| YOUR TASK |
Give back all of the records exactly.

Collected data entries
------------------------------------------------------------------------

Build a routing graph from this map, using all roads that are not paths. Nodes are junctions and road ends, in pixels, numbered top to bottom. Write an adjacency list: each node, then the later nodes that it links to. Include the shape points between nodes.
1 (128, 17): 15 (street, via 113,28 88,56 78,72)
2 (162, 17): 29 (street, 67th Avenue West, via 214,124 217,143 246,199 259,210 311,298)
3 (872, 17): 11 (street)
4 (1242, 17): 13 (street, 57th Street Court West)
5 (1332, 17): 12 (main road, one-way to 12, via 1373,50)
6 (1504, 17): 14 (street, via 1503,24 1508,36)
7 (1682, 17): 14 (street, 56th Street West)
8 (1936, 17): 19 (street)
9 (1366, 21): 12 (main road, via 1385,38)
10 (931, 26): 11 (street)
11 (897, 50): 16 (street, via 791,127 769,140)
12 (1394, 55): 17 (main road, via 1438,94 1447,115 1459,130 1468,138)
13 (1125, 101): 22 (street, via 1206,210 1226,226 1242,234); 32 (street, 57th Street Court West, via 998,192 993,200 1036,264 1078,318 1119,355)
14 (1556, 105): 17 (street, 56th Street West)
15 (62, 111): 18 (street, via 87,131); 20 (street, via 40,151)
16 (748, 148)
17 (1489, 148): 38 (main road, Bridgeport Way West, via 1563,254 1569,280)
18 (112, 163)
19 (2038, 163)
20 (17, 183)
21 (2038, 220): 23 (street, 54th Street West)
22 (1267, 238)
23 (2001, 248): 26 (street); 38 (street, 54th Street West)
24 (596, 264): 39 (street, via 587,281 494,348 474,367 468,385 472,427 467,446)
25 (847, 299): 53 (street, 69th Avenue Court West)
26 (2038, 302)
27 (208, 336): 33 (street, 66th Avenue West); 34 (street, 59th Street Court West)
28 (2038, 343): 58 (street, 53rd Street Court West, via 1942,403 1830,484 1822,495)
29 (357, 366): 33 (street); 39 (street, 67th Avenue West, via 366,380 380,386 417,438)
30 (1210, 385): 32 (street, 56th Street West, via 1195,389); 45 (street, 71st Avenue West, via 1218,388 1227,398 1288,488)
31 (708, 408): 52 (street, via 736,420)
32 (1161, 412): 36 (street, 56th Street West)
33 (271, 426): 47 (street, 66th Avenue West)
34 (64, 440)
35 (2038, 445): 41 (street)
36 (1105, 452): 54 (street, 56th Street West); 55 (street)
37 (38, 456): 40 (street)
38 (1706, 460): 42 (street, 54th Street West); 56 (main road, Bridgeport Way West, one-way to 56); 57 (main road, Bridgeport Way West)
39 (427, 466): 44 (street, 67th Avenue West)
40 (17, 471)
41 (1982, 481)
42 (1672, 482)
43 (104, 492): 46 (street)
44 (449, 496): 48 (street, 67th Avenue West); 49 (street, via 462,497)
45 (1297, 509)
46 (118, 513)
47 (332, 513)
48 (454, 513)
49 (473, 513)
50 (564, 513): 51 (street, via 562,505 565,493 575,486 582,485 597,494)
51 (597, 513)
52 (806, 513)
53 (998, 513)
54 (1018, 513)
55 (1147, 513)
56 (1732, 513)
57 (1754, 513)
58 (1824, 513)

------------------------------------------------------------------------

| ANSWER |
Build a routing graph from this map, using all roads that are not paths. Nodes are junctions and road ends, in pixels, numbered top to bottom. Write an adjacency list: each node, then the later nodes that it links to. Include the shape points between nodes.
1 (128, 17): 15 (street, via 113,28 88,56 78,72)
2 (162, 17): 29 (street, 67th Avenue West, via 214,124 217,143 246,199 259,210 311,298)
3 (872, 17): 11 (street)
4 (1242, 17): 13 (street, 57th Street Court West)
5 (1332, 17): 12 (main road, one-way to 12, via 1373,50)
6 (1504, 17): 14 (street, via 1503,24 1508,36)
7 (1682, 17): 14 (street, 56th Street West)
8 (1936, 17): 19 (street)
9 (1366, 21): 12 (main road, via 1385,38)
10 (931, 26): 11 (street)
11 (897, 50): 16 (street, via 791,127 769,140)
12 (1394, 55): 17 (main road, via 1438,94 1447,115 1459,130 1468,138)
13 (1125, 101): 22 (street, via 1206,210 1226,226 1242,234); 32 (street, 57th Street Court West, via 998,192 993,200 1036,264 1078,318 1119,355)
14 (1556, 105): 17 (street, 56th Street West)
15 (62, 111): 18 (street, via 87,131); 20 (street, via 40,151)
16 (748, 148)
17 (1489, 148): 38 (main road, Bridgeport Way West, via 1563,254 1569,280)
18 (112, 163)
19 (2038, 163)
20 (17, 183)
21 (2038, 220): 23 (street, 54th Street West)
22 (1267, 238)
23 (2001, 248): 26 (street); 38 (street, 54th Street West)
24 (596, 264): 39 (street, via 587,281 494,348 474,367 468,385 472,427 467,446)
25 (847, 299): 53 (street, 69th Avenue Court West)
26 (2038, 302)
27 (208, 336): 33 (street, 66th Avenue West); 34 (street, 59th Street Court West)
28 (2038, 343): 58 (street, 53rd Street Court West, via 1942,403 1830,484 1822,495)
29 (357, 366): 33 (street); 39 (street, 67th Avenue West, via 366,380 380,386 417,438)
30 (1210, 385): 32 (street, 56th Street West, via 1195,389); 45 (street, 71st Avenue West, via 1218,388 1227,398 1288,488)
31 (708, 408): 52 (street, via 736,420)
32 (1161, 412): 36 (street, 56th Street West)
33 (271, 426): 47 (street, 66th Avenue West)
34 (64, 440)
35 (2038, 445): 41 (street)
36 (1105, 452): 54 (street, 56th Street West); 55 (street)
37 (38, 456): 40 (street)
38 (1706, 460): 42 (street, 54th Street West); 56 (main road, Bridgeport Way West, one-way to 56); 57 (main road, Bridgeport Way West)
39 (427, 466): 44 (street, 67th Avenue West)
40 (17, 471)
41 (1982, 481)
42 (1672, 482)
43 (104, 492): 46 (street)
44 (449, 496): 48 (street, 67th Avenue West); 49 (street, via 462,497)
45 (1297, 509)
46 (118, 513)
47 (332, 513)
48 (454, 513)
49 (473, 513)
50 (564, 513): 51 (street, via 562,505 565,493 575,486 582,485 597,494)
51 (597, 513)
52 (806, 513)
53 (998, 513)
54 (1018, 513)
55 (1147, 513)
56 (1732, 513)
57 (1754, 513)
58 (1824, 513)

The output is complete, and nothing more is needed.